Lastly, this issue is also a goodbye to utopia. Performance Research has kindly given us added space to celebrate the lives and innovative work of three vital and indelible trainer/practitioners who changed the vocabulary of utopian training and whose passing in 2020 followed close upon one another: Kristin Linklater (1936–2020), the consummate voice trainer who developed her own Linklater methodology and training centre in Scotland, is remembered by Joan Mills; Mary Overlie (1946–2020), whose invention of Viewpoints is her lasting memorial, is celebrated by Tony Perucci; and Phillip Zarrilli (1947–2020), whose ongoing thoughts and deep practices about psychophysical performance that fused different training traditions are fulsomely explored by Richard Gough, editor of Performance Research. What Kaite O’Reilly, Phillip Zarrilli’s life partner, wrote about him could easily be said as an appropriate parting to all three: ‘I keep thinking of the Tagore line: “Let it not be death, but completeness”.’

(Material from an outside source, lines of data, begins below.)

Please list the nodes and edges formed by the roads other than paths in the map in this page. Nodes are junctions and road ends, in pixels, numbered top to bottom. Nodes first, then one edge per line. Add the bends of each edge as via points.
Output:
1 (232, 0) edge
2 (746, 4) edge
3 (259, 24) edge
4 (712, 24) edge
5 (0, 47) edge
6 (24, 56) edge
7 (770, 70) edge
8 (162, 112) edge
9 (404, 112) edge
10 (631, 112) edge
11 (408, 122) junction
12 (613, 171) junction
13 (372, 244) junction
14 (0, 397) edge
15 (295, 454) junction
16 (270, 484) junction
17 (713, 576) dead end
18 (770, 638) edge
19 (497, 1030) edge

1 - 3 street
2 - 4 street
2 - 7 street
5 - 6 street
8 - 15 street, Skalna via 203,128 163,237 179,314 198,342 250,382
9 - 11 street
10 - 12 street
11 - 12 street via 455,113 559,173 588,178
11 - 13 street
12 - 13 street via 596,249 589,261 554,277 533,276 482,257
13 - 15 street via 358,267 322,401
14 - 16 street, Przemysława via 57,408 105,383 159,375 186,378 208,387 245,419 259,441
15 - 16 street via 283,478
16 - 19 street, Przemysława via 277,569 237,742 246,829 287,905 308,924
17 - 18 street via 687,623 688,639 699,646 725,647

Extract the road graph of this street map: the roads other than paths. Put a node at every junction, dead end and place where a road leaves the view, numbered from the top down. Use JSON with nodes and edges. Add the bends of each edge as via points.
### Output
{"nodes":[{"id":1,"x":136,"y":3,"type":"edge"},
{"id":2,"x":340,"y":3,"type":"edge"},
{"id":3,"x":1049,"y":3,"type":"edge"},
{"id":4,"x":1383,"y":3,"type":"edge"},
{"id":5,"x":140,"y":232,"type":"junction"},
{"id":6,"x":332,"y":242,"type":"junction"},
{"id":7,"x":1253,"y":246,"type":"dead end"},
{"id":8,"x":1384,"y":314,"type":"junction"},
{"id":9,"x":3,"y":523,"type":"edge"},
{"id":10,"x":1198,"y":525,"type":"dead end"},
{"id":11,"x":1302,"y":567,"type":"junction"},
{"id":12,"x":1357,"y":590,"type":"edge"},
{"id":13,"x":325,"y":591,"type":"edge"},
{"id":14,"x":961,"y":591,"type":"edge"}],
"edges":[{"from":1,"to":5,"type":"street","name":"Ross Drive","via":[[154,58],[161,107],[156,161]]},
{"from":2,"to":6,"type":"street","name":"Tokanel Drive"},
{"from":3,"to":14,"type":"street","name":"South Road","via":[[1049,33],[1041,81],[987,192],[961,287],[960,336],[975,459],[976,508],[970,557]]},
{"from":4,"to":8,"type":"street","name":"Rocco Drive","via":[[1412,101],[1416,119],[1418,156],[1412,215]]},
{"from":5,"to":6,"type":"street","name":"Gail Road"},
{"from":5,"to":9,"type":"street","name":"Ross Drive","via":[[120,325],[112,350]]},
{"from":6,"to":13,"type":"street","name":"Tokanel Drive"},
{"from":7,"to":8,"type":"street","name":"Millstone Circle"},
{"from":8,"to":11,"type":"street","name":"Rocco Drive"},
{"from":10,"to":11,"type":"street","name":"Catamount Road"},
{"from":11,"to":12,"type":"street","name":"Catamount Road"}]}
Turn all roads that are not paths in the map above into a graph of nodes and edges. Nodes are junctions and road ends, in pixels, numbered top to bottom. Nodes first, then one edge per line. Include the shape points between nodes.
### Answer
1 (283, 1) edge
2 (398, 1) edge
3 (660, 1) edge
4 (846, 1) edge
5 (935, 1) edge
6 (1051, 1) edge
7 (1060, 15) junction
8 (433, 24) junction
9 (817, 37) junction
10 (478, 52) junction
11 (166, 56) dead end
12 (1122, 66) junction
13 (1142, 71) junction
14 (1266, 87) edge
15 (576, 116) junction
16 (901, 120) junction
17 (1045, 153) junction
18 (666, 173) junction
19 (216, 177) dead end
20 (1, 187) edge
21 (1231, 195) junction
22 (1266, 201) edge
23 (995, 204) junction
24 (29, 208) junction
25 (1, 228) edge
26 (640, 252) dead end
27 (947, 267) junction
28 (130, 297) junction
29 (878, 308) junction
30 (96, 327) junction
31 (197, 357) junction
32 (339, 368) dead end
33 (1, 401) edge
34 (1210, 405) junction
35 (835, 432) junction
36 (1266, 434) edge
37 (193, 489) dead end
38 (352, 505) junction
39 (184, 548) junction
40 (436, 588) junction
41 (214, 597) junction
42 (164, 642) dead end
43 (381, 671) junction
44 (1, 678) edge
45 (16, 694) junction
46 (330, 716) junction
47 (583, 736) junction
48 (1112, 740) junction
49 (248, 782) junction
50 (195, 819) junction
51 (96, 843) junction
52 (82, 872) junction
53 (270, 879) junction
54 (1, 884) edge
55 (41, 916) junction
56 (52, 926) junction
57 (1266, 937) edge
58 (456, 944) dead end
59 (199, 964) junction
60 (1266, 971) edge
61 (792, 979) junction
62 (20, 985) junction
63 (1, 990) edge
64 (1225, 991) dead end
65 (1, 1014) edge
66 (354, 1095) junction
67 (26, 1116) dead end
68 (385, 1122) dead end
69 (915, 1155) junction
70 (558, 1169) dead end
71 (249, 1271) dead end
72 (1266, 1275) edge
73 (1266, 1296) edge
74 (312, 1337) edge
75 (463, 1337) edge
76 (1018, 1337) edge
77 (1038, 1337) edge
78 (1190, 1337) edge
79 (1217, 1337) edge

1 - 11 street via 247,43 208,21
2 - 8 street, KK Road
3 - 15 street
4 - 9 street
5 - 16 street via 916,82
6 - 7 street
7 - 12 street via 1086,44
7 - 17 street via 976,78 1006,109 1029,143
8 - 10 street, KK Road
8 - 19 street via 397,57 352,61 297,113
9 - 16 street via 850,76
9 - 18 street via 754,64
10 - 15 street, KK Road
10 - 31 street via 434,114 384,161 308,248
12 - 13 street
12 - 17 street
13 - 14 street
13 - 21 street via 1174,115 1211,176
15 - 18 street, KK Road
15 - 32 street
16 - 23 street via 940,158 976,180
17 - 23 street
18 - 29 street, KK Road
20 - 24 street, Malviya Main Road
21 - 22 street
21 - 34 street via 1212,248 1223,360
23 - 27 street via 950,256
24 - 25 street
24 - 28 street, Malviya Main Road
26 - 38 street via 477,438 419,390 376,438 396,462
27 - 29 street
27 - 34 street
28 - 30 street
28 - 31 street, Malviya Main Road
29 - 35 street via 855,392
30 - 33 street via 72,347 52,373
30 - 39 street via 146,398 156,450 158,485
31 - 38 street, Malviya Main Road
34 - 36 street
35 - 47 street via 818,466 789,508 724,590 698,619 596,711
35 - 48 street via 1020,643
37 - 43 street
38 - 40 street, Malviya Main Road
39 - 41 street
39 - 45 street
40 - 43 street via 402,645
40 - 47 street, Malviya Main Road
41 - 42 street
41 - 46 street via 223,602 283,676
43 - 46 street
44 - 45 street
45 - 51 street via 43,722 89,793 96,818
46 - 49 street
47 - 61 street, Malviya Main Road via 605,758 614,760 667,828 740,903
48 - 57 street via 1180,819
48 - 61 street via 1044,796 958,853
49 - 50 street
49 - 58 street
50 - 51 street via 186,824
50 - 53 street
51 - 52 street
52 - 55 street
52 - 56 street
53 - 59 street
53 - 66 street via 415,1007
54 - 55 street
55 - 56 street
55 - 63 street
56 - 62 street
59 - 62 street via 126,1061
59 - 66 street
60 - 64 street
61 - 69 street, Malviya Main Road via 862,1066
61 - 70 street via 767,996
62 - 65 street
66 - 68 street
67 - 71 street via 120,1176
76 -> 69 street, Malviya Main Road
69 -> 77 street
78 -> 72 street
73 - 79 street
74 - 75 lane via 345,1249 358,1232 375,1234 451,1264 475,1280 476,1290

We cannot let this issue go without acknowledging, once again, the dire straits we faced and continue to face in our voyage forward. This issue was delayed by more than six months due to the blockages brought about by the pandemic. And yet, what has become all the clearer is how strong the collaborative and truly translocal ethos of performance research is. Perhaps there is something to continue saying about the utopic power of dystopia itself. In the meantime, however, all we have left is to continue training our utopias. If we see theatre and various modes of dance and performance as progressive and imbued with liberalism (especially in the way performers are trained to share with one another and with communities), training institutions, for the most part, begin as hopeful enterprises. But even those institutions are being rocked by the present moment. The number of institutions that have had practices of systemic abuse and prejudice denounced and scrutinised, and whose histories, and tales of neglect and abuse towards students, have been sorely contested, mark an inevitable disruption – no smaller than the one brought about by COVID – that urges us to rethink how detrimental the ideal of a perfect place, a perfect body and a perfect way of being can be to the social promise of performance.